Well, not even a year has passed and the government has jumped with both feet onto the bailout bandwagon. The Federal Reserve, those guys and gals who are ostensibly charged with maintaining the soundness of our currency, have slashed interest rates despite serious weakness in the dollar. In so doing they’ve demonstrated that preserving price stability is lower on the priority list than giving a boost to the housing market. How well it will work is another question, considering that higher inflation would bring a new set of challenges, but they’re going for it nonetheless.

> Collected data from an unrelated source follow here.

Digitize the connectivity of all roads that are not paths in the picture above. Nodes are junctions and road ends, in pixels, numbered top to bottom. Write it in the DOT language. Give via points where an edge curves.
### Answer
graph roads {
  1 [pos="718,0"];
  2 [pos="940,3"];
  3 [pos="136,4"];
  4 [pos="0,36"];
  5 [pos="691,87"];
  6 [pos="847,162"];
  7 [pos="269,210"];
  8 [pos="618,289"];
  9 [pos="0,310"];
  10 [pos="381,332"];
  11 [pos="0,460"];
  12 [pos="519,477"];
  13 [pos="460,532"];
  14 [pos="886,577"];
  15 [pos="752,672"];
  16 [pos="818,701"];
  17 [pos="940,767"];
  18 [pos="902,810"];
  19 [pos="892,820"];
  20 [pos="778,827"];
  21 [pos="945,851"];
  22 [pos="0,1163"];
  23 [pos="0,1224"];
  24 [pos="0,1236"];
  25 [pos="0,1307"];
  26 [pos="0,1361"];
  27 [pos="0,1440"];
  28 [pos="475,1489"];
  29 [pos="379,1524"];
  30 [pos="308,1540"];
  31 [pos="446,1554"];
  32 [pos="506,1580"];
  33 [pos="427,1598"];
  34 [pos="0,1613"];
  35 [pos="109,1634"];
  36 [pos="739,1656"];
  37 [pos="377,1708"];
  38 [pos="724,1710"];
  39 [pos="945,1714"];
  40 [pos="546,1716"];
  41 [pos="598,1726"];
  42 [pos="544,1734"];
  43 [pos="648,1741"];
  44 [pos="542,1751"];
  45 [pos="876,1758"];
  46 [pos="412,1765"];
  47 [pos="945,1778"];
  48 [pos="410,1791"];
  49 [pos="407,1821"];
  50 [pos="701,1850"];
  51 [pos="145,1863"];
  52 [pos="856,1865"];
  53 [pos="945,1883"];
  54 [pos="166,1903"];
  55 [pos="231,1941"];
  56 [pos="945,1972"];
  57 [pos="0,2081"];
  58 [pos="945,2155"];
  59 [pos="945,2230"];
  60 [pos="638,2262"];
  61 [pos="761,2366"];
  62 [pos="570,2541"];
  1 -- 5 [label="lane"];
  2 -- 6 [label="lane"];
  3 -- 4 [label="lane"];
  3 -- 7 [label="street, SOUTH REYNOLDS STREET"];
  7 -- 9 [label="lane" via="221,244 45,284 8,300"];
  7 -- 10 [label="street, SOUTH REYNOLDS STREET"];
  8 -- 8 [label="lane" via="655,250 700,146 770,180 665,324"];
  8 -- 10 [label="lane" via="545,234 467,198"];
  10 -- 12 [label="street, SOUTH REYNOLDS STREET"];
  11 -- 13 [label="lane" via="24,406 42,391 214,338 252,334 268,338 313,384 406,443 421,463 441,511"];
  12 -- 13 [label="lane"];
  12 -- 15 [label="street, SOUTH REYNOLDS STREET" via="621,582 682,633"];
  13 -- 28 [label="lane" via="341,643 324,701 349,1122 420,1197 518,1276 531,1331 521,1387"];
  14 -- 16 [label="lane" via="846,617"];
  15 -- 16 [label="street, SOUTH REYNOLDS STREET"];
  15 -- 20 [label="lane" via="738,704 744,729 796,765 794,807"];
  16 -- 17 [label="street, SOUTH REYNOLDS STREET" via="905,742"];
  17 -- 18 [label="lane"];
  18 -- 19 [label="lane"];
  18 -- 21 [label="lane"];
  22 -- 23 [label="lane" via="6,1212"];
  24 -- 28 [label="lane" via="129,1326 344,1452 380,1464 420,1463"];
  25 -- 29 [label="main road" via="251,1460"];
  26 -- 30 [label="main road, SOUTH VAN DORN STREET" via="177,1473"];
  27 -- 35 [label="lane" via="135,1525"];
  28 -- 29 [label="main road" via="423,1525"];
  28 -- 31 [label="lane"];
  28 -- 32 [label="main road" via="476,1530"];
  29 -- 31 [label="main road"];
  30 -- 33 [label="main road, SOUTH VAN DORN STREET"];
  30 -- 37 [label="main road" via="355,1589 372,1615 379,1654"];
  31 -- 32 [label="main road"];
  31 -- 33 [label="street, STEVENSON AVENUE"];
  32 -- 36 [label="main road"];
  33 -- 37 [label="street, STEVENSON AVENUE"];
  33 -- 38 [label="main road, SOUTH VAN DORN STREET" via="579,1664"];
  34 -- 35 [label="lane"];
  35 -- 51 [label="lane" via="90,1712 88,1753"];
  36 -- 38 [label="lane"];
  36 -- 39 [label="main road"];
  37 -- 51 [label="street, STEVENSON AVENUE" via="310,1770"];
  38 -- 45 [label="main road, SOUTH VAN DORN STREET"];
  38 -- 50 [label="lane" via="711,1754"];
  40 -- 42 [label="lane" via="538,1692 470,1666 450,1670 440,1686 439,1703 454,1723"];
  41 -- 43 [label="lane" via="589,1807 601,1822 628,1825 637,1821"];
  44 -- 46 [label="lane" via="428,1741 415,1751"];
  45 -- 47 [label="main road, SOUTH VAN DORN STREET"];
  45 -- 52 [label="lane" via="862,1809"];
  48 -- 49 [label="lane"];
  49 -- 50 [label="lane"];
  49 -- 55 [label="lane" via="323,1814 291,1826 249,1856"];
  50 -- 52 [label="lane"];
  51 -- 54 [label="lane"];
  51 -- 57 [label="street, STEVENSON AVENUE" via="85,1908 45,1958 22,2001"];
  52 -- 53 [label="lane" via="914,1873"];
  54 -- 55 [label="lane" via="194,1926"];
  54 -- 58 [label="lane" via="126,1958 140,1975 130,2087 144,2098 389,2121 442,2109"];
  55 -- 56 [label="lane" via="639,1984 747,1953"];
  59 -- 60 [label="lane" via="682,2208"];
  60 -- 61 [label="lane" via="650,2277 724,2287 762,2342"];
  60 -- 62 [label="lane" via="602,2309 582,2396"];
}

Fed head Ben Bernanke then proposed that government-sponsored mortgage securitization giants Fannie Mae and Freddie Mac should have their debt explicitly guaranteed by the taxpayers and that they should be able to make loans up to $1,000,000 instead of the current limit of $417,000. Many other people have proposed raising Fannie’s and Freddie’s loan size limit, in fairness, though few have been bold enough to suggest that someone buying a $1,000,000 house should be entitled to what is effectively a government subsidy.
The big news of late, however, is that Treasury Secretary Hank Paulson is putting together a plan in which some borrowers who took out adjustable-rate loans will have their rates frozen at the initial "teaser rate" so that they can continue to stay in the homes that, strictly speaking, they could never actually afford in the first place.